Tag: personal injury law

We wanted to start this blog on verdicts and settlements as a tool to assist attorneys value their cases. These awards do not mean that your personal injury case will have the same value as each of the cases mentioned below, but, by aggregating these verdicts and settlements, we begin to get a general idea what juries and adjusters may do. We also learn about some of the defense verdicts out there, which helps us understand which arguments and factual combinations are least effective.  Today we bring you a negligent security verdict.

Trying cases to a jury is an art, not a science. Therefore, what you are able to obtain for your client is largely related to your jury, the facts of your case, and your ability to put together a passionate and persuasive story. May we all try more cases to juries, for receiving an award from your peers is the best kind of justice.
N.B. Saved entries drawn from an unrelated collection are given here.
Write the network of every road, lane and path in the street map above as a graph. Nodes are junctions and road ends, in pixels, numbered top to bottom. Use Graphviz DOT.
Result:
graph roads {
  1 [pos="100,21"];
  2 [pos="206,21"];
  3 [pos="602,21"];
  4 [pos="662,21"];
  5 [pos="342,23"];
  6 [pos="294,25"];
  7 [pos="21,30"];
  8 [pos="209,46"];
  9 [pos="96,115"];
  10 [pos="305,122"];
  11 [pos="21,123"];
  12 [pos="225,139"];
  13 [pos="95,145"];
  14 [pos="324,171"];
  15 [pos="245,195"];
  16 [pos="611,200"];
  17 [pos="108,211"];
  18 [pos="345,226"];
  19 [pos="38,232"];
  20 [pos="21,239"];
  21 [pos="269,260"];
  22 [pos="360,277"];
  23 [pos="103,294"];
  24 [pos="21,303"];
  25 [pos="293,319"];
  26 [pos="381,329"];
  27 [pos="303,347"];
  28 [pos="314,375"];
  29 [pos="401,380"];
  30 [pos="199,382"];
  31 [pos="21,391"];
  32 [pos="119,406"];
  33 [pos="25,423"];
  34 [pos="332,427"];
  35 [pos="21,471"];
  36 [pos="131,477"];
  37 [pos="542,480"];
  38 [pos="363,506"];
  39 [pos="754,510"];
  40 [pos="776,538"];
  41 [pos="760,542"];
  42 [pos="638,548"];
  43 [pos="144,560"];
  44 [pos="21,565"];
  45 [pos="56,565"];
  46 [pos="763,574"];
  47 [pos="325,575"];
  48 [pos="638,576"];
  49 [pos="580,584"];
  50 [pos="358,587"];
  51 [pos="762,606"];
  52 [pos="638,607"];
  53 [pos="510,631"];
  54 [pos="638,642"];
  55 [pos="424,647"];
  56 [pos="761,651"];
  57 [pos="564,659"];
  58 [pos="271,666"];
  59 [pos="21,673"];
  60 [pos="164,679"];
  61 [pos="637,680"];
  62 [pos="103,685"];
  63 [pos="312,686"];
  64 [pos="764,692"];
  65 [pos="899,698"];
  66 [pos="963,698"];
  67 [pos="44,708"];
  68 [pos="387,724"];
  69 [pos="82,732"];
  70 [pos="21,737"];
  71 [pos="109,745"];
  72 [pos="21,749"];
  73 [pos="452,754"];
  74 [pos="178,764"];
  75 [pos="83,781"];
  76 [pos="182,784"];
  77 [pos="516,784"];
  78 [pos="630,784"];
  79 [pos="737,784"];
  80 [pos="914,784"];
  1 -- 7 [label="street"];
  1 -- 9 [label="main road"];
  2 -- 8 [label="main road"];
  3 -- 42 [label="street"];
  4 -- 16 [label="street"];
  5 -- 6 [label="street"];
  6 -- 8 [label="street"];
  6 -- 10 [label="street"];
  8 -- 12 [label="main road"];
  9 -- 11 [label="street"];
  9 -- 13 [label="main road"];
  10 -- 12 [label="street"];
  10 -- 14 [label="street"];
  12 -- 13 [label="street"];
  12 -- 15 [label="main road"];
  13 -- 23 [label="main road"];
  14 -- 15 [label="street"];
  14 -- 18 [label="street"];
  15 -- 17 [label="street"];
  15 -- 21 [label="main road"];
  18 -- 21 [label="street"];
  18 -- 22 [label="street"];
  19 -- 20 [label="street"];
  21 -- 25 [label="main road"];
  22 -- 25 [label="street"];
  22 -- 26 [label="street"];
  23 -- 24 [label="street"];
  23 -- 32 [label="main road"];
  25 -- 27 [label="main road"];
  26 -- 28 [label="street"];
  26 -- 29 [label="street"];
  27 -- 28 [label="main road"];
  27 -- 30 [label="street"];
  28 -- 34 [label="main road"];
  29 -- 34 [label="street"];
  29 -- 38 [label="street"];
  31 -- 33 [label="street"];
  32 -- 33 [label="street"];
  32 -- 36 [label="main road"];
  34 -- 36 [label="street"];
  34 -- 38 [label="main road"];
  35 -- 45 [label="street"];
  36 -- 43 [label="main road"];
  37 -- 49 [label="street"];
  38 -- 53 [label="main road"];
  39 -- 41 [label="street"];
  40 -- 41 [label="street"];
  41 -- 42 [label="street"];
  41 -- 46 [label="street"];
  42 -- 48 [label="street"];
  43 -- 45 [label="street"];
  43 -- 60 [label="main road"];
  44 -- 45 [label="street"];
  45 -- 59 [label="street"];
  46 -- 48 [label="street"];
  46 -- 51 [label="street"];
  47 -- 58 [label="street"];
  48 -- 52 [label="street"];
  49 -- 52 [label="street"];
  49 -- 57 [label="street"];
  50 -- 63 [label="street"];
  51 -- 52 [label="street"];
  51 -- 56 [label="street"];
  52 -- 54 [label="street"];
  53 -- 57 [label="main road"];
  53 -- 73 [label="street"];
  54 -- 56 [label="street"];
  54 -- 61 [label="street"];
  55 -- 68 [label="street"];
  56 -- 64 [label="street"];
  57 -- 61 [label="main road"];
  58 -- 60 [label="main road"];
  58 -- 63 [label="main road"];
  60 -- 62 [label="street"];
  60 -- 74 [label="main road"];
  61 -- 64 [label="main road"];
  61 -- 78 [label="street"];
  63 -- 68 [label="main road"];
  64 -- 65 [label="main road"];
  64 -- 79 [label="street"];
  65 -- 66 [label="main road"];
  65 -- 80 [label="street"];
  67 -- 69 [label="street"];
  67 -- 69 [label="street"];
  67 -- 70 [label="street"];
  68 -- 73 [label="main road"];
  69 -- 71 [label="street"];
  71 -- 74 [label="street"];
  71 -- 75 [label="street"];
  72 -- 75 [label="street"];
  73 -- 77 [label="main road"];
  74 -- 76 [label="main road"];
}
PREMISES LIABILITY-NEGLIGENT SECURITY

NEARLY $1,000,000 AWARDED BY FLORIDA JURY TO A MAN ROBBED AT WAFFLE HOUSE

Facts: On April 19, 2014, Steve Long was at a Waffle House in Ft. Myers when he was attacked and robbed by three assailants. Plaintiff argued that Waffle House lacked security in an area known for rampant crime. The restaurant argued that Mr. Long was negligent for refusing to give the assailants his money or car keys, and denied that the area was known for crime. The Defense also raised questions as to Mr. Long’s credibility as a result of some contradictory testimony about the incident.

Injuries: Mr. Long suffered facial fractures and minor traumatic brain injury.

Award/Settlement: The jury found Waffle House liable for the Plaintiff’s injuries and awarded $907,212.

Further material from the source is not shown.